The difference between ideal and real current sources.
An ideal current source has a voltage at the terminals that depends only on what resistance appears on the external circuit: U=L*R
To determine how much power the current source supplies to the network, the following formula is used: P=L 2 *R
In this case, the following equation should be taken into account: L=const
This makes it possible to understand that the power and voltage released by the current source will increase without limit if the resistance increases.
A real current source can be described in a linear approximation by internal resistance. In this it is very similar to a conventional EMF source. The difference between them is as follows: as the internal resistance increases, the current source approaches the ideal parameters, and the EMF source approaches the ideal as the internal resistance decreases.
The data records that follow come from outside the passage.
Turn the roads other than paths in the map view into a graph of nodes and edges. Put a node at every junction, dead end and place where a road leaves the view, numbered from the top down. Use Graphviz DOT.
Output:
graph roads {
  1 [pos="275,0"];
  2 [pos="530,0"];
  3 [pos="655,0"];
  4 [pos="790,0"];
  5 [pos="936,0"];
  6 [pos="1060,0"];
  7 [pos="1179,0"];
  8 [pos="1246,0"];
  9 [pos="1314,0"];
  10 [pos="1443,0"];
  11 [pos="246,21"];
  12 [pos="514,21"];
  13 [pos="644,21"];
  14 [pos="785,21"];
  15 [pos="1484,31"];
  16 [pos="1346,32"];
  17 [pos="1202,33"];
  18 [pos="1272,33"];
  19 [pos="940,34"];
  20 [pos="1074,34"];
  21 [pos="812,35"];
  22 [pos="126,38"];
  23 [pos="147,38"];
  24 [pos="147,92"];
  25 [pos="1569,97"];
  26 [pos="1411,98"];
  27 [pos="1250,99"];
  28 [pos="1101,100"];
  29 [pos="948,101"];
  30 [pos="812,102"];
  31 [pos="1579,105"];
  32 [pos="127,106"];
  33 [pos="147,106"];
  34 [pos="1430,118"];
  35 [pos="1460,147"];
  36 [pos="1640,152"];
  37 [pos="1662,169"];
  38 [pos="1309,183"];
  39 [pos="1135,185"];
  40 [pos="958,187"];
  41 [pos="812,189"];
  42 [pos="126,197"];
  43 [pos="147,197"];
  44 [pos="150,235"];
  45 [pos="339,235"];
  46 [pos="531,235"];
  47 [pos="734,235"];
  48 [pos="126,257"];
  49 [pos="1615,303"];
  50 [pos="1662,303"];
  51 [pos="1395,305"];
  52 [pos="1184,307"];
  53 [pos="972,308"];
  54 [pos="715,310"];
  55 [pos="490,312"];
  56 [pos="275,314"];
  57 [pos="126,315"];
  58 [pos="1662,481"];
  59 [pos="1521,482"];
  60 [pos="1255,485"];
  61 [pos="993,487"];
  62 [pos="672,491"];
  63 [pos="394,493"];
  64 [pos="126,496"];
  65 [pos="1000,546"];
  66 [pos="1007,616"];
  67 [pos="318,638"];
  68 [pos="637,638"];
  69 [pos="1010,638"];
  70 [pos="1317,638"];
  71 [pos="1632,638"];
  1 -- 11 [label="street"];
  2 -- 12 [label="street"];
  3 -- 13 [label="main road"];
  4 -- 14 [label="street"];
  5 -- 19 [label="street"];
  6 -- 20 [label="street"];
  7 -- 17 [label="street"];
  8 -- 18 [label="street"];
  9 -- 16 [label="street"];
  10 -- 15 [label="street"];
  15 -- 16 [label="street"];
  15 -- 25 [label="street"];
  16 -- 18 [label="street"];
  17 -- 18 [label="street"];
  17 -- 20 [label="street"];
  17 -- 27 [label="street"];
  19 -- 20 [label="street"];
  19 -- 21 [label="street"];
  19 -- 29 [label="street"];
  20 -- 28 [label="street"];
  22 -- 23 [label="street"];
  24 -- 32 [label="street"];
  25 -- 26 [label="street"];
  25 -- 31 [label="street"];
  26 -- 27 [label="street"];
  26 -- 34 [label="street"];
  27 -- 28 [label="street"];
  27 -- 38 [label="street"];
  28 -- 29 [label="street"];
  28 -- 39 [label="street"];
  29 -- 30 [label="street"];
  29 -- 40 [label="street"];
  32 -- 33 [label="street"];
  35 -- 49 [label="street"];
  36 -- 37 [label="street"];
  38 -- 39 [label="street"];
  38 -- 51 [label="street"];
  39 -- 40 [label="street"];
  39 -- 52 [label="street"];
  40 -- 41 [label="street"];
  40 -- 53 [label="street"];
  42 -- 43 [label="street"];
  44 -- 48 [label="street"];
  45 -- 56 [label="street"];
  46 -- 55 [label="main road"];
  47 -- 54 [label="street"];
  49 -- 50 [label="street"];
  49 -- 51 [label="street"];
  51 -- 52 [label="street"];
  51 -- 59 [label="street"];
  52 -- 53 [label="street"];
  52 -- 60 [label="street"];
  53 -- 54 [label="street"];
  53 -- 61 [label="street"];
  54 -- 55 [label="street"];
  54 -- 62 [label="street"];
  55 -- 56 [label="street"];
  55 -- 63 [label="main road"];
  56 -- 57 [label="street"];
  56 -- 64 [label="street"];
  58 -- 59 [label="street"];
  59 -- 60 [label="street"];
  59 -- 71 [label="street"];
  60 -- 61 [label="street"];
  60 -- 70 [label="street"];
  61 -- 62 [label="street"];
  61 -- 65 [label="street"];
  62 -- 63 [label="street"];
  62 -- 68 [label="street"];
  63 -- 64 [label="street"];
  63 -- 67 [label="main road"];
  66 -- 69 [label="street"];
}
A real current source with an internal resistance index r and a real EMF source will be equivalent if the following conditions are met:
A real current source will have a voltage across its terminals:
With a current equal to:
And power, determined by the formula:
An inductor through which current from an external source passed for some time after it was turned off can be called a current source.
This explains the contact arcing that occurs when an inductive load is switched off quickly. Gap breakdown occurs due to the conservation of current during a sharp increase in the resistance level.
If the primary winding of a transformer is connected to a powerful alternating current line, its secondary winding can be considered as an ideal source of current , but alternating rather than direct, which results in the impossibility of opening its secondary circuit. This means that the secondary winding must be bypassed.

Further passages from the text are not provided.